→ **Dataset content**
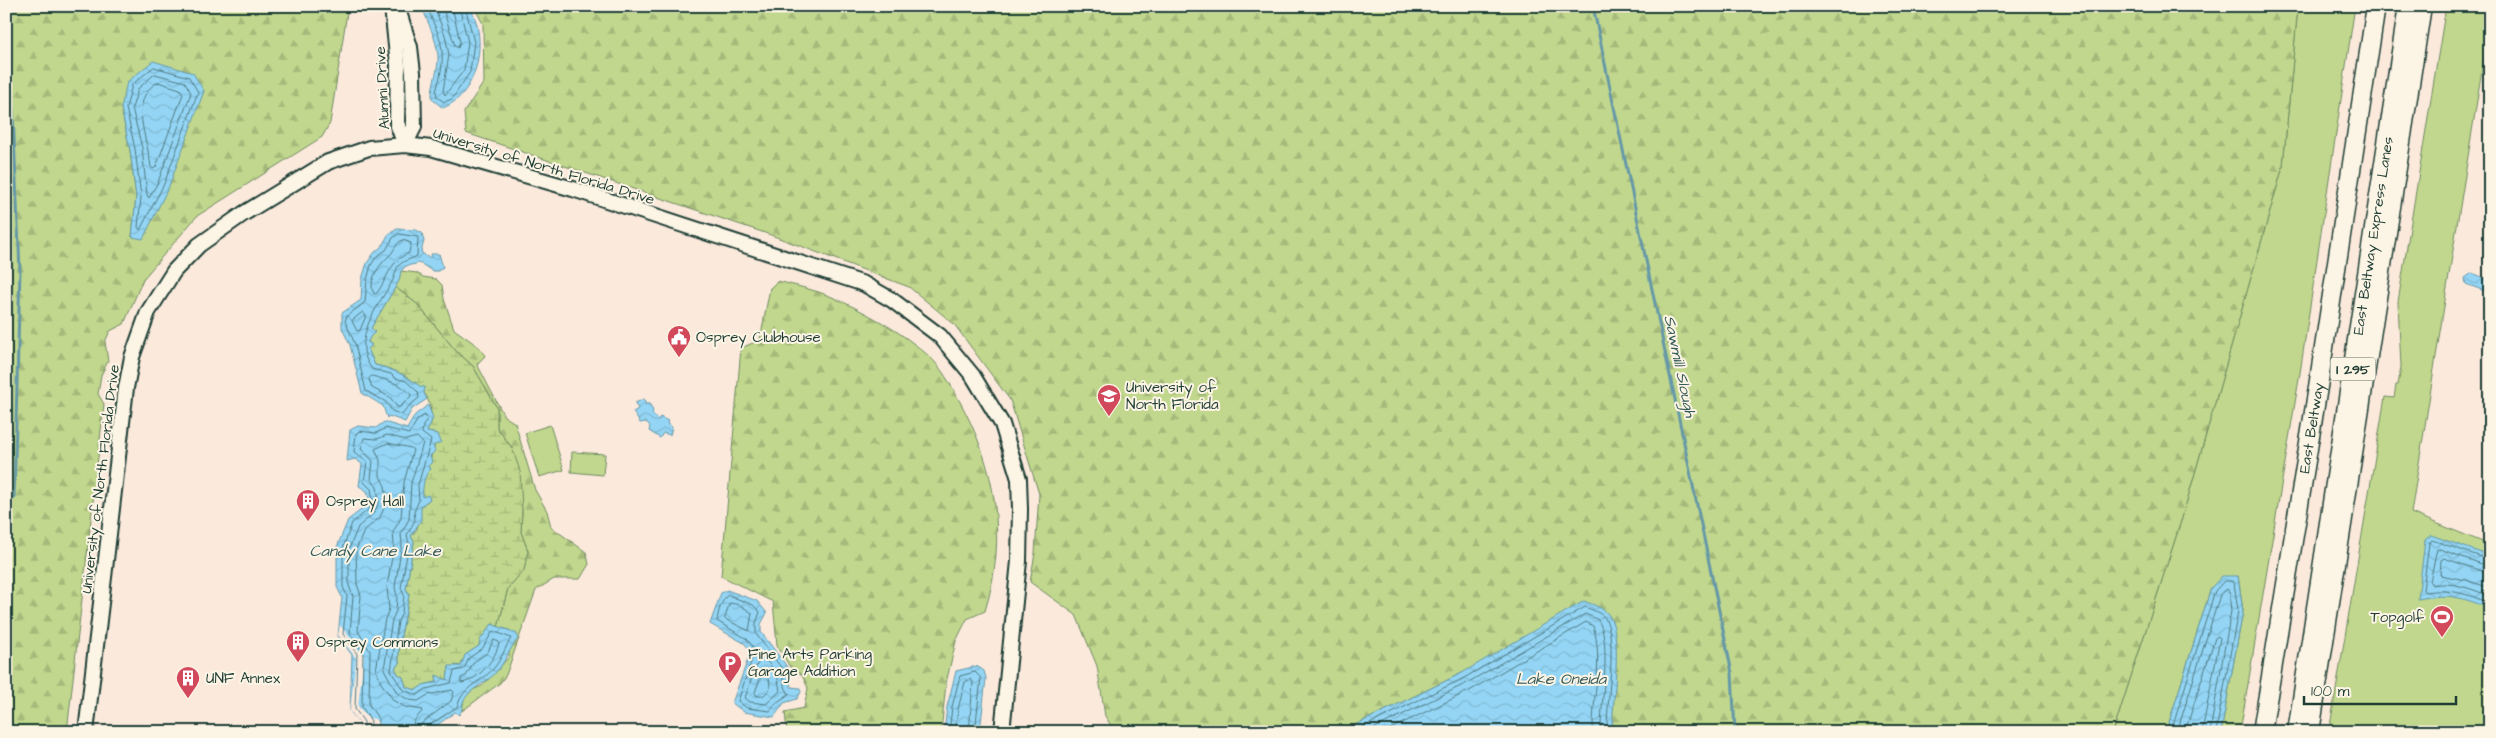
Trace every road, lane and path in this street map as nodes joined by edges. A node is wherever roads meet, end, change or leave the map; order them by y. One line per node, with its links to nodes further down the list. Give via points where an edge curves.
1 (392, 6): 6 (street, Alumni Drive, via 398,65 397,123)
2 (397, 6): 6 (street, Alumni Drive, via 410,47 413,73 414,126)
3 (2376, 6): 10 (highway, East Beltway / I 295)
4 (2408, 6): 11 (highway, East Beltway Express Lanes / I 295)
5 (2422, 6): 7 (highway, I 295)
6 (404, 145): 8 (street, University of North Florida Drive, via 369,148 348,154 304,177 199,245 158,294 140,329 126,388); 9 (street, University of North Florida Drive, via 432,148 559,184 864,284 892,300 940,336 973,376 1002,424 1019,479 1019,561)
7 (2314, 706): 12 (highway, I 295); 13 (highway)
8 (86, 732)
9 (1002, 732)
10 (2262, 732)
11 (2297, 732)
12 (2310, 732)
13 (2315, 732)

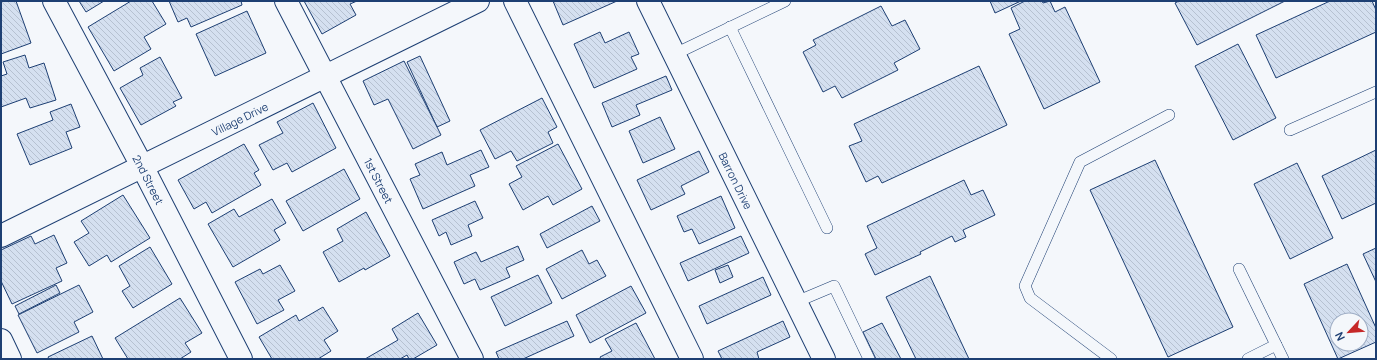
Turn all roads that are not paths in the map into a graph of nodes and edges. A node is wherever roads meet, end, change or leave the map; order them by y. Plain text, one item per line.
1 (54, 1) edge
2 (286, 1) edge
3 (478, 1) edge
4 (515, 1) edge
5 (648, 1) edge
6 (785, 1) edge
7 (730, 27) junction
8 (675, 54) junction
9 (326, 76) junction
10 (1376, 92) edge
11 (1169, 115) dead end
12 (1290, 130) dead end
13 (142, 166) junction
14 (827, 228) dead end
15 (1, 236) edge
16 (1239, 269) dead end
17 (796, 302) junction
18 (1, 340) edge
19 (1276, 345) junction
20 (10, 359) edge
21 (241, 359) edge
22 (472, 359) edge
23 (692, 359) edge
24 (824, 359) edge
25 (869, 359) edge
26 (1111, 359) edge
27 (1248, 359) edge
28 (1283, 359) edge

1 - 13 street, 2nd Street
2 - 9 street, 1st Street
3 - 9 street, Village Drive
4 - 23 street
5 - 8 street, Barron Drive
6 - 7 lane
7 - 8 lane
7 - 14 lane
8 - 17 street, Barron Drive
9 - 13 street, Village Drive
9 - 22 street, 1st Street
10 - 12 lane
11 - 26 lane
13 - 15 street, Village Drive
13 - 21 street, 2nd Street
16 - 19 lane
17 - 24 street, Barron Drive
17 - 25 lane
18 - 20 street
19 - 27 lane
19 - 28 lane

→ **Assignment**
Every line of the data above is to be set down word for word, with the pictures left out.

→ **Task output**
Trace every road, lane and path in this street map as nodes joined by edges. A node is wherever roads meet, end, change or leave the map; order them by y. One line per node, with its links to nodes further down the list. Give via points where an edge curves.
1 (392, 6): 6 (street, Alumni Drive, via 398,65 397,123)
2 (397, 6): 6 (street, Alumni Drive, via 410,47 413,73 414,126)
3 (2376, 6): 10 (highway, East Beltway / I 295)
4 (2408, 6): 11 (highway, East Beltway Express Lanes / I 295)
5 (2422, 6): 7 (highway, I 295)
6 (404, 145): 8 (street, University of North Florida Drive, via 369,148 348,154 304,177 199,245 158,294 140,329 126,388); 9 (street, University of North Florida Drive, via 432,148 559,184 864,284 892,300 940,336 973,376 1002,424 1019,479 1019,561)
7 (2314, 706): 12 (highway, I 295); 13 (highway)
8 (86, 732)
9 (1002, 732)
10 (2262, 732)
11 (2297, 732)
12 (2310, 732)
13 (2315, 732)

Turn all roads that are not paths in the map into a graph of nodes and edges. A node is wherever roads meet, end, change or leave the map; order them by y. Plain text, one item per line.
1 (54, 1) edge
2 (286, 1) edge
3 (478, 1) edge
4 (515, 1) edge
5 (648, 1) edge
6 (785, 1) edge
7 (730, 27) junction
8 (675, 54) junction
9 (326, 76) junction
10 (1376, 92) edge
11 (1169, 115) dead end
12 (1290, 130) dead end
13 (142, 166) junction
14 (827, 228) dead end
15 (1, 236) edge
16 (1239, 269) dead end
17 (796, 302) junction
18 (1, 340) edge
19 (1276, 345) junction
20 (10, 359) edge
21 (241, 359) edge
22 (472, 359) edge
23 (692, 359) edge
24 (824, 359) edge
25 (869, 359) edge
26 (1111, 359) edge
27 (1248, 359) edge
28 (1283, 359) edge

1 - 13 street, 2nd Street
2 - 9 street, 1st Street
3 - 9 street, Village Drive
4 - 23 street
5 - 8 street, Barron Drive
6 - 7 lane
7 - 8 lane
7 - 14 lane
8 - 17 street, Barron Drive
9 - 13 street, Village Drive
9 - 22 street, 1st Street
10 - 12 lane
11 - 26 lane
13 - 15 street, Village Drive
13 - 21 street, 2nd Street
16 - 19 lane
17 - 24 street, Barron Drive
17 - 25 lane
18 - 20 street
19 - 27 lane
19 - 28 lane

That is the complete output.